Environmental Proposals Get Cold Shoulder | Amazon Watch
Amazon Watch

Environmental Proposals Get Cold Shoulder

April 28, 2005 | David R. Baker | San Francisco Chronicle

ChevronTexaco shareholders at their annual meeting Wednesday rejected two proposals questioning the company’s treatment of the environment, before the session ended in a verbal clash between an activist and the firm’s top executive.

Shareholders turned down a measure asking the oil giant to study how drilling could damage fragile ecosystems, including the Arctic National Wildlife Refuge. They also voted against spending more to clean up a stretch of the Amazon rain forest where Texaco once worked before its 2001 merger with Chevron.

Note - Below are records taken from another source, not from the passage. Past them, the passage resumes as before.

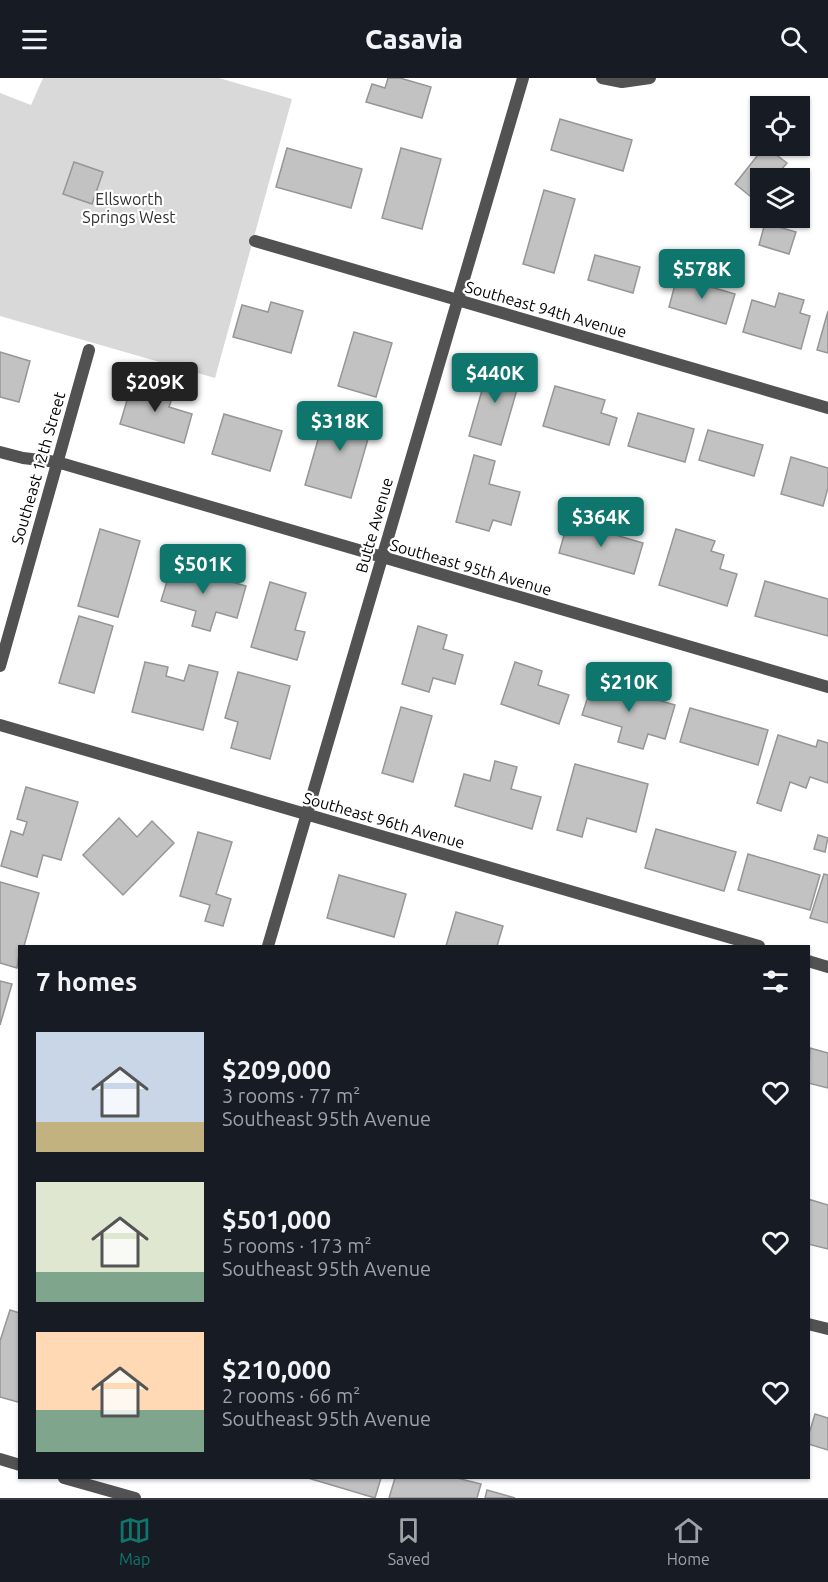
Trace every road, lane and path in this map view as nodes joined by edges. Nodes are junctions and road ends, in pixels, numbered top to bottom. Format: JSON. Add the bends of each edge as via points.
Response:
{"nodes":[{"id":1,"x":523,"y":78,"type":"edge"},
{"id":2,"x":602,"y":78,"type":"edge"},
{"id":3,"x":650,"y":78,"type":"edge"},
{"id":4,"x":255,"y":241,"type":"dead end"},
{"id":5,"x":458,"y":301,"type":"junction"},
{"id":6,"x":89,"y":350,"type":"dead end"},
{"id":7,"x":828,"y":408,"type":"edge"},
{"id":8,"x":0,"y":452,"type":"edge"},
{"id":9,"x":57,"y":462,"type":"junction"},
{"id":10,"x":382,"y":558,"type":"junction"},
{"id":11,"x":0,"y":666,"type":"edge"},
{"id":12,"x":828,"y":687,"type":"edge"},
{"id":13,"x":0,"y":725,"type":"edge"},
{"id":14,"x":305,"y":814,"type":"junction"},
{"id":15,"x":268,"y":945,"type":"edge"},
{"id":16,"x":755,"y":945,"type":"edge"},
{"id":17,"x":810,"y":962,"type":"edge"},
{"id":18,"x":828,"y":967,"type":"edge"},
{"id":19,"x":810,"y":1324,"type":"edge"},
{"id":20,"x":828,"y":1329,"type":"edge"},
{"id":21,"x":0,"y":1459,"type":"edge"},
{"id":22,"x":18,"y":1464,"type":"edge"},
{"id":23,"x":68,"y":1479,"type":"edge"},
{"id":24,"x":135,"y":1498,"type":"edge"}],
"edges":[{"from":1,"to":5,"type":"street","name":"Butte Avenue"},
{"from":2,"to":3,"type":"street","via":[[622,82]]},
{"from":4,"to":5,"type":"street","name":"Southeast 94th Avenue"},
{"from":5,"to":7,"type":"street","name":"Southeast 94th Avenue"},
{"from":5,"to":10,"type":"street","name":"Butte Avenue"},
{"from":6,"to":9,"type":"street","name":"Southeast 12th Street"},
{"from":8,"to":9,"type":"street","name":"Southeast 95th Avenue"},
{"from":9,"to":10,"type":"street","name":"Southeast 95th Avenue"},
{"from":9,"to":11,"type":"street","name":"Southeast 12th Street"},
{"from":10,"to":12,"type":"street","name":"Southeast 95th Avenue"},
{"from":10,"to":14,"type":"street","name":"Butte Avenue"},
{"from":13,"to":14,"type":"street","name":"Southeast 96th Avenue"},
{"from":14,"to":15,"type":"street","name":"Butte Avenue"},
{"from":14,"to":16,"type":"street","name":"Southeast 96th Avenue"},
{"from":17,"to":18,"type":"street"},
{"from":19,"to":20,"type":"street"},
{"from":21,"to":22,"type":"street"},
{"from":23,"to":24,"type":"street"}]}
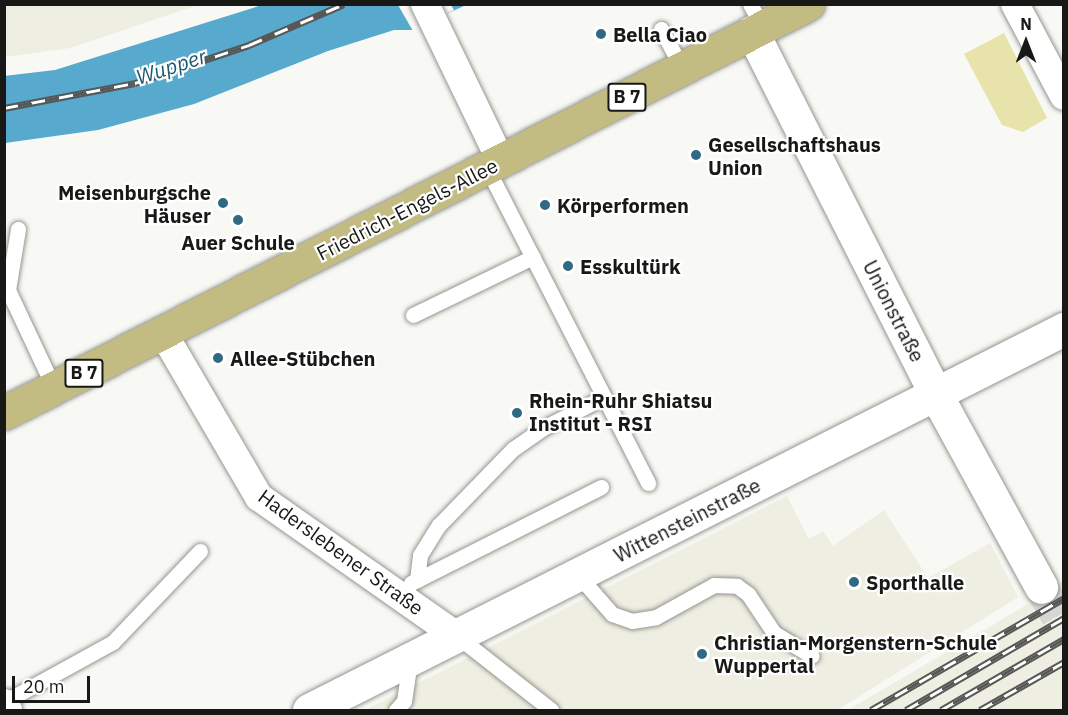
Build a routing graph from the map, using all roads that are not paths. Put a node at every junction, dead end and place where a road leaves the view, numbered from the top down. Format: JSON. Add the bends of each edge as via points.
{"nodes":[{"id":1,"x":808,"y":4,"type":"edge"},
{"id":2,"x":1015,"y":4,"type":"edge"},
{"id":3,"x":429,"y":13,"type":"edge"},
{"id":4,"x":755,"y":21,"type":"edge"},
{"id":5,"x":661,"y":29,"type":"dead end"},
{"id":6,"x":682,"y":68,"type":"junction"},
{"id":7,"x":1064,"y":96,"type":"edge"},
{"id":8,"x":494,"y":165,"type":"junction"},
{"id":9,"x":18,"y":229,"type":"dead end"},
{"id":10,"x":533,"y":257,"type":"junction"},
{"id":11,"x":413,"y":315,"type":"dead end"},
{"id":12,"x":1064,"y":329,"type":"edge"},
{"id":13,"x":163,"y":333,"type":"junction"},
{"id":14,"x":54,"y":388,"type":"junction"},
{"id":15,"x":935,"y":393,"type":"junction"},
{"id":16,"x":604,"y":397,"type":"junction"},
{"id":17,"x":4,"y":413,"type":"edge"},
{"id":18,"x":648,"y":483,"type":"dead end"},
{"id":19,"x":601,"y":487,"type":"dead end"},
{"id":20,"x":200,"y":551,"type":"dead end"},
{"id":21,"x":578,"y":575,"type":"junction"},
{"id":22,"x":406,"y":586,"type":"junction"},
{"id":23,"x":1041,"y":587,"type":"tunnel mouth"},
{"id":24,"x":457,"y":636,"type":"junction"},
{"id":25,"x":812,"y":656,"type":"dead end"},
{"id":26,"x":410,"y":661,"type":"junction"},
{"id":27,"x":4,"y":703,"type":"edge"},
{"id":28,"x":325,"y":707,"type":"edge"},
{"id":29,"x":8,"y":711,"type":"edge"},
{"id":30,"x":396,"y":711,"type":"edge"},
{"id":31,"x":551,"y":711,"type":"edge"}],
"edges":[{"from":1,"to":4,"type":"main road","name":"Friedrich-Engels-Allee","number":"B 7"},
{"from":2,"to":7,"type":"street"},
{"from":3,"to":8,"type":"street"},
{"from":4,"to":6,"type":"main road","name":"Friedrich-Engels-Allee","number":"B 7"},
{"from":4,"to":15,"type":"street","name":"Unionstraße"},
{"from":5,"to":6,"type":"lane"},
{"from":6,"to":8,"type":"main road","name":"Friedrich-Engels-Allee","number":"B 7"},
{"from":8,"to":10,"type":"lane"},
{"from":8,"to":13,"type":"main road","name":"Friedrich-Engels-Allee","number":"B 7"},
{"from":9,"to":14,"type":"lane","via":[[8,290]]},
{"from":10,"to":11,"type":"lane"},
{"from":10,"to":16,"type":"lane"},
{"from":12,"to":15,"type":"street","name":"Wittensteinstraße"},
{"from":13,"to":14,"type":"main road","name":"Friedrich-Engels-Allee","number":"B 7"},
{"from":13,"to":22,"type":"street","name":"Haderslebener Straße","via":[[259,497]]},
{"from":14,"to":17,"type":"main road","name":"Friedrich-Engels-Allee","number":"B 7"},
{"from":15,"to":21,"type":"street","name":"Wittensteinstraße"},
{"from":15,"to":23,"type":"street","name":"Unionstraße"},
{"from":16,"to":18,"type":"lane"},
{"from":16,"to":22,"type":"lane","via":[[543,428],[513,449],[439,525]]},
{"from":19,"to":22,"type":"lane"},
{"from":20,"to":27,"type":"lane","via":[[113,642]]},
{"from":21,"to":24,"type":"street","name":"Wittensteinstraße"},
{"from":21,"to":25,"type":"lane","via":[[612,614],[632,621],[656,617],[714,585],[736,586],[748,594],[774,633]]},
{"from":22,"to":24,"type":"street","name":"Haderslebener Straße"},
{"from":24,"to":26,"type":"street","name":"Wittensteinstraße"},
{"from":24,"to":31,"type":"lane"},
{"from":26,"to":28,"type":"street","name":"Wittensteinstraße"},
{"from":26,"to":30,"type":"lane","via":[[404,701]]},
{"from":27,"to":29,"type":"street"}]}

Both measures failed by roughly the same margin, with 91 percent of shareholders voting against them in preliminary results. Last year, a similar motion on Ecuador also garnered 9 percent of the vote.

“By nature, heavy industry will pollute the environment,” said Ralph Hoffmann, 62, of Danville, a shareholder and former Chevron employee who voted against both measures. “ChevronTexaco does a highly commendable job of minimizing its impact on the environment. It’s probably one of the best.”

Activist shareholders pitched the two proposals, arguing that ChevronTexaco had contaminated pristine wilderness lands before and could do so again.

“When the company makes a mistake in these places, it will not only damage the environment, the company will have to pay big time,” said Sierra Club President Larry Fahn, whose group owns 108 ChevronTexaco shares and filed the motion related to Arctic drilling.

David O’Reilly, the company’s chief executive officer, said oil drilling wouldn’t ruin wildlands.

“It’s not ‘either/or.’ It’s ‘and,’ ” he said. “You can explore and produce in sensitive areas.”

O’Reilly also insisted that Texaco had fulfilled its responsibility to clean up pollution in the Ecuadoran Amazon, near oil wells still being operated by a local oil firm. Although his company has been sued in Ecuador, he said tests conducted for the suit “reveal no harmful levels of oil-related contaminants, either in soil or drinking-water samples.”

Those tests have become a subject of bitter disagreement between environmentalists and the company, and the dispute over them helped end Wednesday’s meeting.

During a question-and-answer session with the audience, O’Reilly took several questions related to Ecuador, then said he wouldn’t field any more, saying Ecuador had crowded out other topics. When a member of the San Francisco nonprofit Amazon Watch tried to read a letter critical of ChevronTexaco’s comments about soil and water tests, O’Reilly first had her microphone cut off, then abruptly closed the meeting.

One representative of Ecuador’s indigenous people who had flown to the United States for the meeting was able to address the shareholders before the meeting ended. Another was not.